行く手には二人の男が、静に竹箒を動かしながら、路上に明るく散り乱れた
鈴掛の落葉を掃いてゐる。
その鳥の巣のやうな髪と云ひ、殆んど肌も蔽はない薄墨色の破れ衣と云ひ、
或は又獣にも紛がひさうな手足の爪の長さと云ひ、云ふまでもなく二人とも、この公園の掃除をする人夫の類とは思はれない。

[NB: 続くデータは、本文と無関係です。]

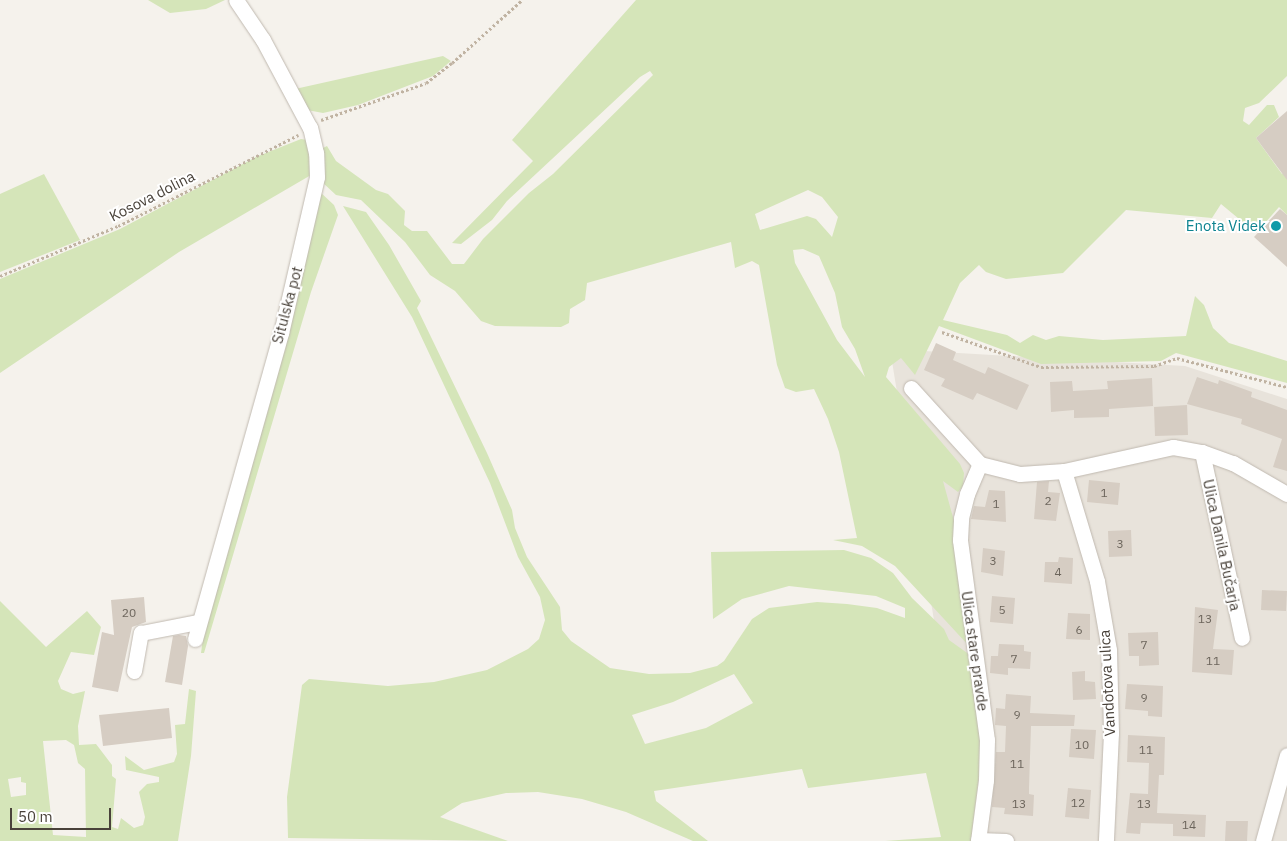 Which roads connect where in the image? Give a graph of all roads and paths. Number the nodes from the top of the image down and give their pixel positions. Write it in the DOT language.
graph roads {
  1 [pos="236,0"];
  2 [pos="522,0"];
  3 [pos="310,128"];
  4 [pos="0,276"];
  5 [pos="942,332"];
  6 [pos="1287,387"];
  7 [pos="911,388"];
  8 [pos="1202,452"];
  9 [pos="980,464"];
  10 [pos="1064,471"];
  11 [pos="1287,494"];
  12 [pos="198,622"];
  13 [pos="1242,638"];
  14 [pos="195,639"];
  15 [pos="134,671"];
  16 [pos="1287,755"];
  17 [pos="978,841"];
  18 [pos="1006,841"];
  19 [pos="1106,841"];
  20 [pos="1263,841"];
  1 -- 3 [label="street, Situlska pot"];
  2 -- 3 [label="path, Kosova dolina"];
  3 -- 4 [label="path, Kosova dolina"];
  3 -- 12 [label="street, Situlska pot"];
  5 -- 6 [label="path"];
  7 -- 9 [label="street"];
  8 -- 10 [label="street, Ulica Danila Bučarja"];
  8 -- 11 [label="street, Ulica Danila Bučarja"];
  8 -- 13 [label="street, Ulica Danila Bučarja"];
  9 -- 10 [label="street, Ulica Danila Bučarja"];
  9 -- 17 [label="street, Ulica stare pravde"];
  10 -- 19 [label="street, Vandotova ulica"];
  12 -- 14 [label="street, Situlska pot"];
  12 -- 15 [label="street"];
  16 -- 20 [label="street"];
  17 -- 18 [label="street"];
} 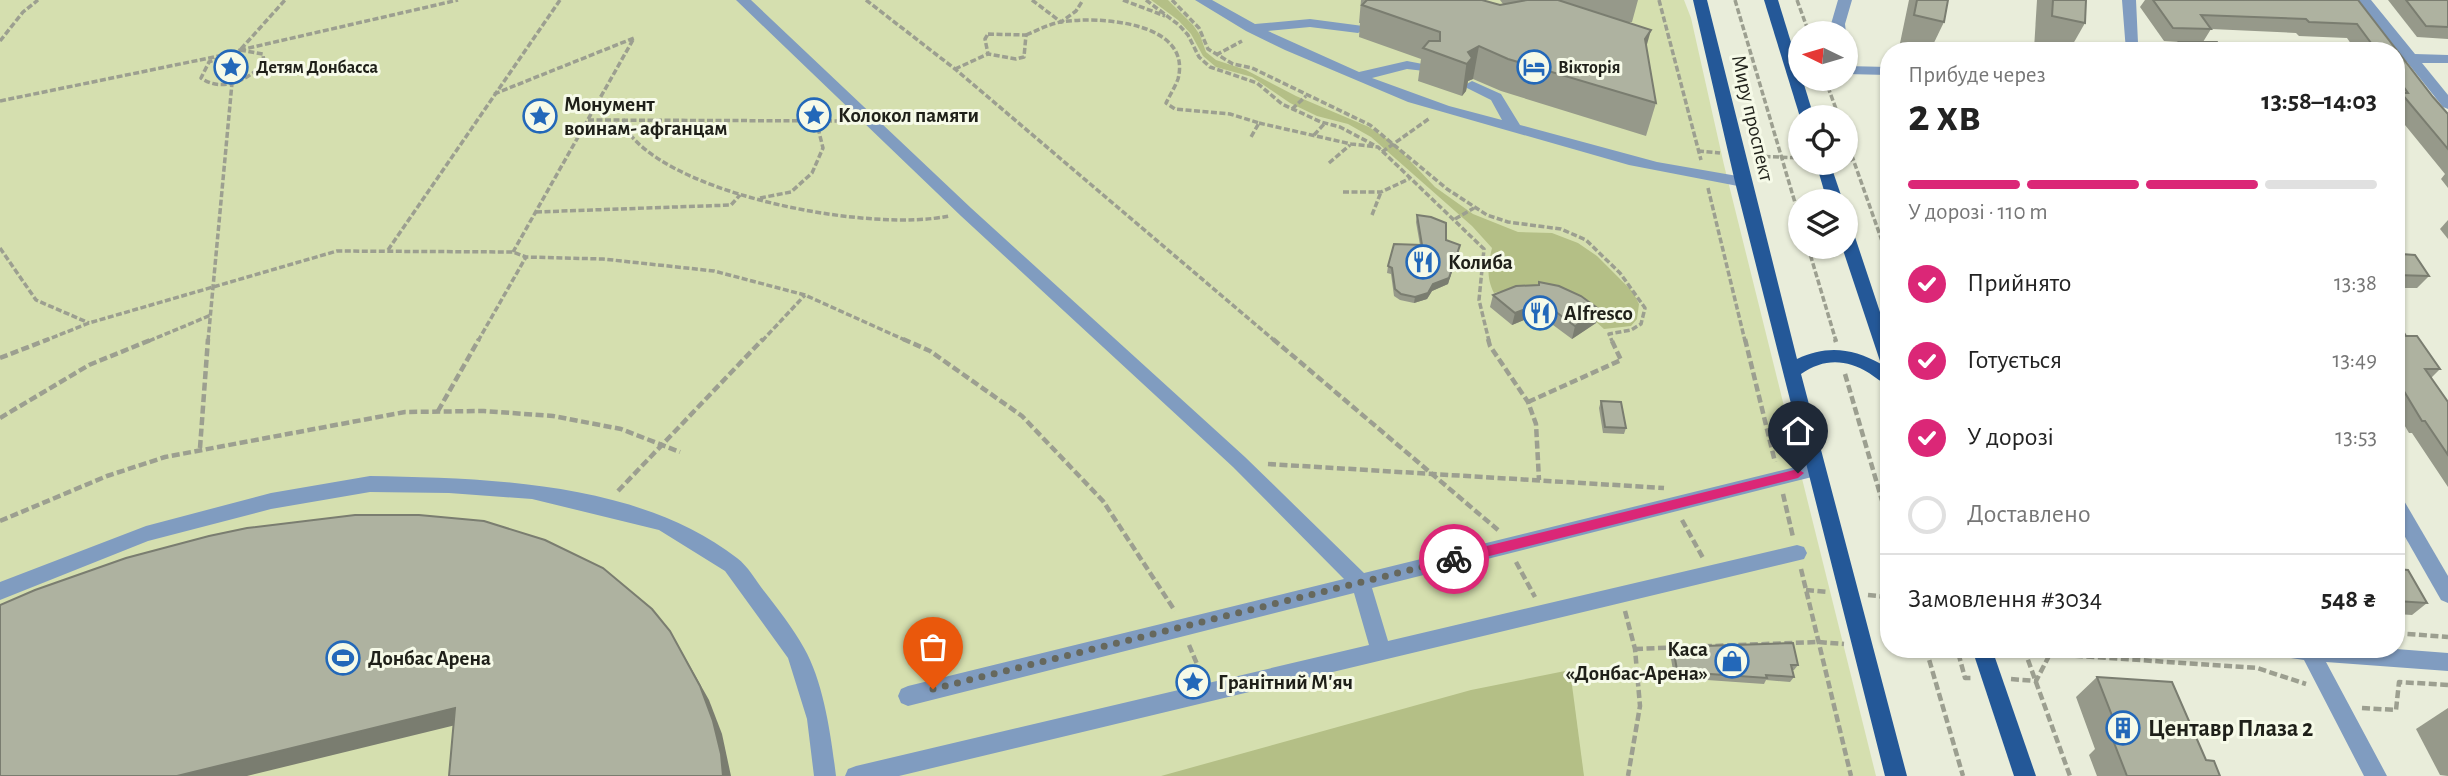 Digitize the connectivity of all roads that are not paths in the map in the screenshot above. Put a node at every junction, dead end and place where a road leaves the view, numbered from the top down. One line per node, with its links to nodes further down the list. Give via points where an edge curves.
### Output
1 (743, 0): 32 (street, via 1239,462)
2 (1202, 0): 10 (street)
3 (1700, 0): 24 (main road, Миру проспект)
4 (1771, 0): 22 (main road)
5 (1845, 0): 8 (street)
6 (2129, 0): 11 (street)
7 (2364, 0): 12 (street)
8 (1839, 21)
9 (1358, 29): 10 (street, via 1310,23)
10 (1255, 30): 19 (street)
11 (2132, 42)
12 (2392, 42)
13 (2405, 58): 15 (street)
14 (2405, 60): 21 (street)
15 (2448, 60)
16 (1428, 69): 19 (street, via 1407,65)
17 (1858, 71): 18 (street)
18 (1880, 72)
19 (1358, 77): 23 (street, via 1444,109)
20 (1472, 85): 23 (street, via 1496,97)
21 (2448, 104)
22 (1803, 105)
23 (1514, 128): 24 (street, via 1584,149)
24 (1743, 183): 27 (main road, Миру проспект)
25 (1854, 259): 26 (main road)
26 (1880, 337)
27 (1791, 372): 28 (main road, via 1808,359 1839,354 1867,362); 29 (main road, Миру проспект)
28 (1880, 372)
29 (1816, 469): 32 (street); 43 (main road, Миру проспект)
30 (2405, 520): 34 (street)
31 (1797, 554): 35 (street)
32 (1361, 583): 35 (street); 40 (street)
33 (0, 591): 41 (street, via 146,534 271,501 370,484 533,491 664,524 732,565 797,654 818,719)
34 (2448, 594)
35 (1381, 652): 42 (street)
36 (1985, 658): 44 (main road)
37 (2314, 658): 45 (street)
38 (2393, 658): 39 (street)
39 (2448, 662)
40 (908, 695)
41 (825, 776)
42 (856, 776)
43 (1896, 776)
44 (2025, 776)
45 (2376, 776)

のみならず更に不思議な事には、おれが立つて見てゐる間に、何処からか
飛んで来た鴉が二三羽、
さつと大きな輪を描がくと、黙然と箒を使つてゐる二人の肩や頭の上へ、
先を争つて舞ひ下がつた。
が、二人は依然として、砂上に秋を撒き散らした鈴掛の落葉を掃いてゐる。
おれはおもむろに踵を返して、火の消えた葉巻をくはへながら、寂しい鈴掛の間の路を元来た方へ歩き出した。

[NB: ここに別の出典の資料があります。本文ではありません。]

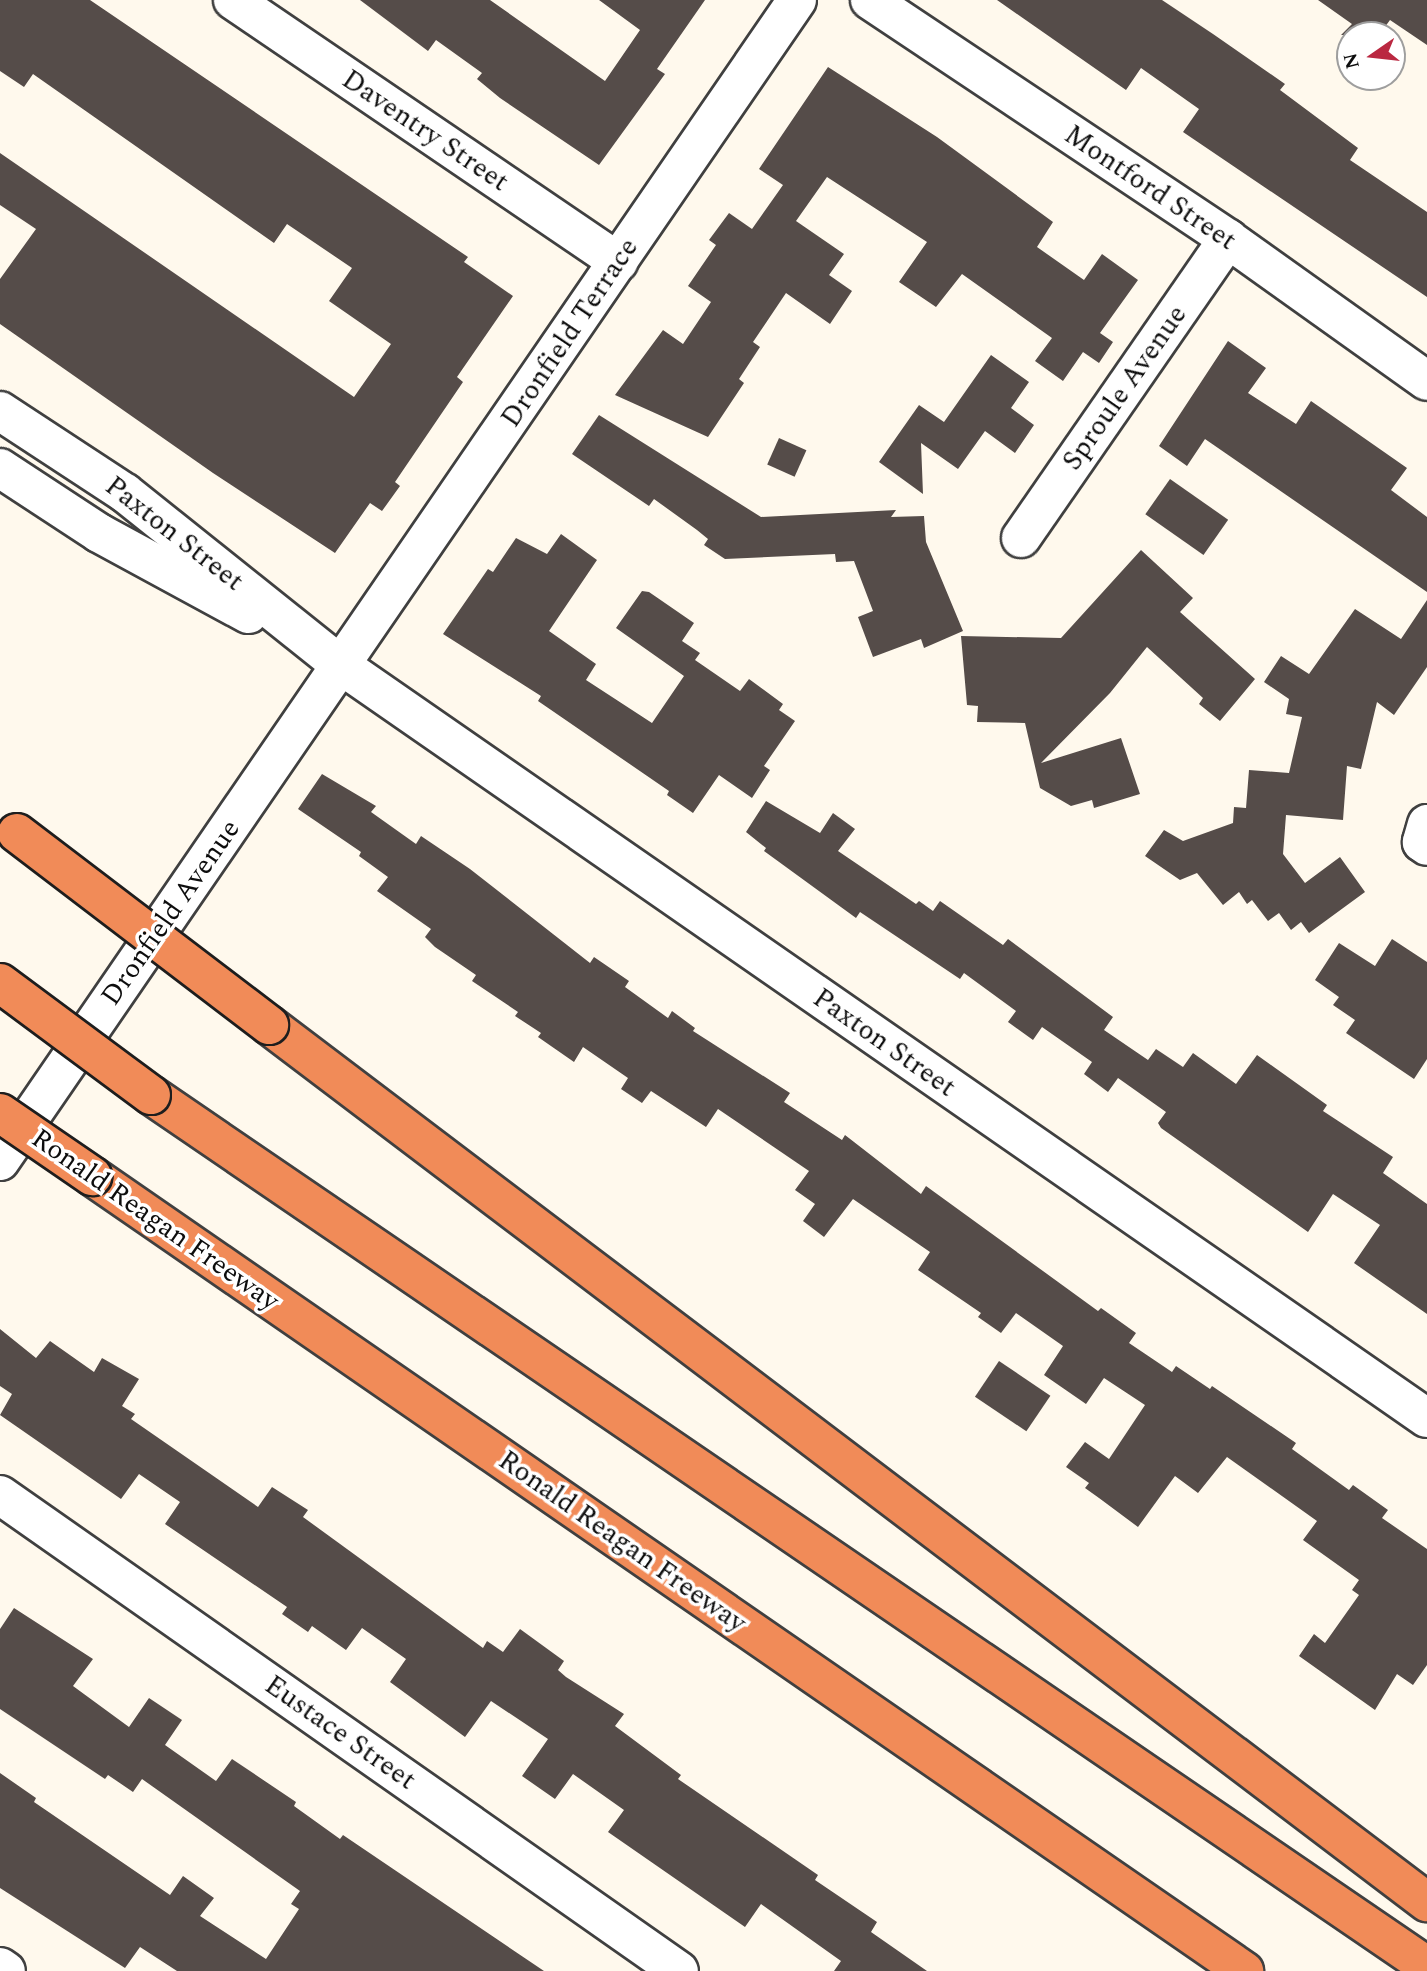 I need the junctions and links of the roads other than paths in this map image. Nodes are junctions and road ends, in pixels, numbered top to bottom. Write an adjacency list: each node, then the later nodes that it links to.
1 (233, 0): 5 (street, Daventry Street)
2 (797, 0): 5 (street, Dronfield Terrace)
3 (870, 0): 4 (street, Montford Street)
4 (1228, 239): 6 (street, Montford Street); 9 (street, Sproule Avenue)
5 (618, 262): 10 (street, Dronfield Terrace)
6 (1427, 381)
7 (0, 411): 10 (street, Paxton Street)
8 (0, 468): 10 (street, Paxton Street)
9 (1021, 538)
10 (342, 666): 14 (street, Dronfield Avenue); 15 (street, Paxton Street)
11 (8, 826): 17 (highway, bridge)
12 (0, 984): 18 (highway, bridge)
13 (0, 1113): 22 (highway, Ronald Reagan Freeway, bridge)
14 (0, 1161)
15 (1427, 1419)
16 (0, 1495): 21 (street, Eustace Street)
17 (1427, 1902)
18 (1427, 1966)
19 (0, 1967): 20 (street)
20 (6, 1971)
21 (679, 1971)
22 (1244, 1971)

が、おれの心の中には、今までの疲労と倦怠との代りに、何時か静な悦びが
しつとりと薄明るく溢れてゐた。
あの二人が死んだと思つたのは、憐むべきおれの迷ひたるに過ぎない。
寒山拾得は生きてゐる。
永劫の流転を閲みしながらも、今日猶この公園の鈴掛の落葉を掻いてゐる。
あの二人が生きてゐる限り、懐しい古東洋の秋の夢は、まだ全く東京の町から消え去つてゐないのに違ひない。
売文生活に疲れたおれをよみ返らせてくれる秋の夢は。
おれは籐の杖を小脇にした儘、気軽く口笛を吹き鳴らして、鈴掛の葉ばかり
きらびやかな日比谷公園の門を出た。
「寒山拾得は生きてゐる」と、口の内に独り呟ぶやきながら。
(『東洋の秋』芥川龍之介 一部編集あり)
鈴掛(プラタナス)
歳をとったこの樹は、秋になり葉を落とすと実に異様な姿です。これをして、
売文生活に疲れた病的心情の著者に、寒山拾得の夢を見せたのでしょうか。
それとも、永劫の流転を閲みしながら目の前に存在する神秘に、
わたしが気がつかないだけでしょうか?
物乞いの姿で寺の下働きをする寒山と拾得。
実はふたりは菩薩であった、という中国の故事。